Il fantasma
del migrante e le neuroscienze
Mentre diventa sempre più inquietante la tragedia dei
migranti cresce nell’immaginario degli italiani il fantasma
del migrante minaccioso e pericoloso. Ormai quasi tutti si sono assuefatti
all'immagine dei barconi che naufragano, delle decine di vittime ripescate nel
mare, donne e bambini. E neanche le immagini ci toccano più di tanto perché
la tragedia la vediamo a distanza, quasi come un film e allora le emozioni (quelle che ci fanno
specificamente umani e che appartengono anche agli animali dotati di un
cervello complesso) non scattano. Le neuroscienze ce ne danno una spiegazione:
se una tragedia accade direttamente sotto i nostri occhi (c’è vicinanza, prossimtà, a volte interazione) scattano le aeree cerebrali responsabili delle
emozioni.

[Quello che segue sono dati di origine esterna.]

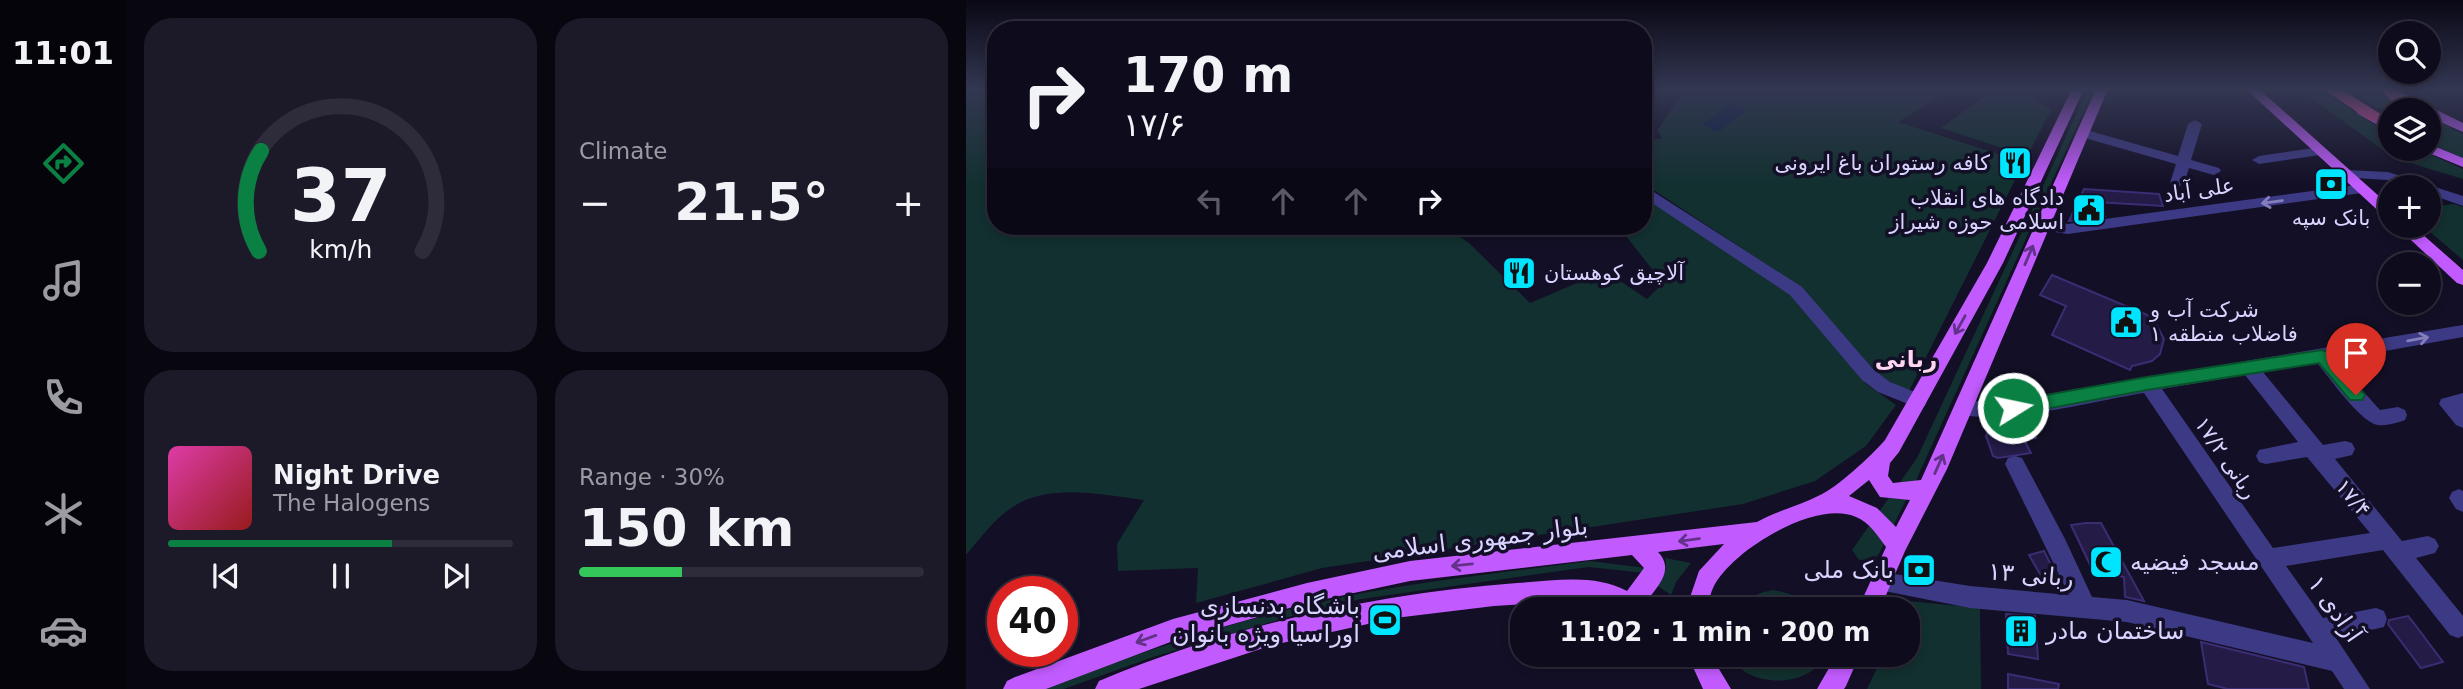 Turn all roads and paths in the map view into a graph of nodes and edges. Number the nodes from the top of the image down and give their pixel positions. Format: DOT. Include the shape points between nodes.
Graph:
graph roads {
  1 [pos="2063,121"];
  2 [pos="2088,121"];
  3 [pos="2288,121"];
  4 [pos="2195,124"];
  5 [pos="2083,133"];
  6 [pos="2322,151"];
  7 [pos="2441,153"];
  8 [pos="2259,160"];
  9 [pos="2183,162"];
  10 [pos="2463,163"];
  11 [pos="2214,171"];
  12 [pos="2347,174"];
  13 [pos="2378,176"];
  14 [pos="2177,183"];
  15 [pos="2364,189"];
  16 [pos="2441,194"];
  17 [pos="1652,196"];
  18 [pos="2463,201"];
  19 [pos="2378,202"];
  20 [pos="2041,225"];
  21 [pos="2417,238"];
  22 [pos="2463,279"];
  23 [pos="2463,331"];
  24 [pos="2322,357"];
  25 [pos="2250,369"];
  26 [pos="2147,383"];
  27 [pos="2463,400"];
  28 [pos="1918,401"];
  29 [pos="1964,408"];
  30 [pos="2398,415"];
  31 [pos="2463,420"];
  32 [pos="2345,449"];
  33 [pos="2314,452"];
  34 [pos="2266,456"];
  35 [pos="1880,460"];
  36 [pos="2015,464"];
  37 [pos="1928,488"];
  38 [pos="1824,504"];
  39 [pos="1756,531"];
  40 [pos="1638,546"];
  41 [pos="2393,546"];
  42 [pos="2428,546"];
  43 [pos="1897,547"];
  44 [pos="2268,559"];
  45 [pos="1882,582"];
  46 [pos="1616,597"];
  47 [pos="1640,597"];
  48 [pos="1699,597"];
  49 [pos="1875,597"];
  50 [pos="2085,606"];
  51 [pos="2456,616"];
  52 [pos="2376,619"];
  53 [pos="2319,629"];
  54 [pos="2339,661"];
  55 [pos="1704,667"];
  56 [pos="1843,667"];
  57 [pos="1712,685"];
  58 [pos="1834,685"];
  59 [pos="1016,689"];
  60 [pos="1107,689"];
  61 [pos="2358,689"];
  1 -- 28 [label="main road, one-way" via="1995,263"];
  2 -- 5 [label="main road"];
  3 -- 6 [label="main road"];
  4 -- 9 [label="street"];
  5 -- 9 [label="street"];
  5 -- 20 [label="main road"];
  6 -- 8 [label="street"];
  6 -- 12 [label="main road"];
  7 -- 10 [label="main road"];
  9 -- 11 [label="street"];
  9 -- 14 [label="street"];
  12 -- 13 [label="street"];
  12 -- 15 [label="main road"];
  15 -- 19 [label="main road"];
  15 -- 20 [label="street, علی آباد, one-way" via="2068,229"];
  16 -- 18 [label="street"];
  17 -- 28 [label="street" via="1796,291 1868,375"];
  29 -- 20 [label="main road, one-way"];
  21 -- 22 [label="main road"];
  24 -- 23 [label="street, one-way"];
  24 -- 25 [label="street"];
  24 -- 30 [label="street" via="2373,415"];
  25 -- 26 [label="street"];
  25 -- 33 [label="street, ۱۷/۴"];
  26 -- 29 [label="street" via="1993,411"];
  26 -- 44 [label="street, ربانی ۱۷/۲"];
  27 -- 31 [label="street" via="2448,404"];
  28 -- 35 [label="main road"];
  37 -- 29 [label="main road, one-way"];
  32 -- 33 [label="street"];
  33 -- 34 [label="street"];
  33 -- 41 [label="street, ۱۷/۴"];
  35 -- 37 [label="main road" via="1878,478 1887,491"];
  35 -- 38 [label="main road"];
  36 -- 50 [label="street"];
  37 -- 43 [label="main road"];
  38 -- 39 [label="main road"];
  38 -- 43 [label="main road" via="1867,512"];
  39 -- 40 [label="main road, بلوار جمهوری اسلامی, one-way"];
  39 -- 48 [label="main road" via="1708,576"];
  40 -- 47 [label="main road" via="1655,564 1655,573"];
  40 -- 59 [label="main road, بلوار جمهوری اسلامی, one-way" via="1410,570 1307,593 1173,629"];
  41 -- 42 [label="street"];
  41 -- 44 [label="street"];
  41 -- 51 [label="street, ۱۷/۴"];
  43 -- 45 [label="main road"];
  44 -- 53 [label="street, آزادی ۱"];
  45 -- 49 [label="main road"];
  45 -- 50 [label="street, ربانی ۱۳" via="1970,597"];
  46 -- 60 [label="main road" via="1594,590 1432,602 1332,619"];
  50 -- 54 [label="street, ربانی ۱۳" via="2127,611"];
  52 -- 53 [label="street"];
  53 -- 54 [label="street, آزادی ۱"];
  54 -- 61 [label="street, آزادی ۱"];
  55 -- 57 [label="main road"];
  56 -- 58 [label="main road"];
}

In un vecchio episodio de Ai confini della realtà, ripreso da un
film più recente, ad una persona, che si trova in difficoltà finanziarie, viene
proposto, in cambio di mille dollari, di schiacciare il pulsante di una scatola. Quando questo
accadrà un altro morirà. Dopo una notte
insonne, in preda al dilemma morale, dopo aver riesaminato la sua situazione
economica, lui schiaccia il pulsante. Sulla umana pietas aveva avuto il
sopravvento la componente razionale: erano scattate, diremmo oggi, le aeree
cerebrali preposte al pensiero razionale.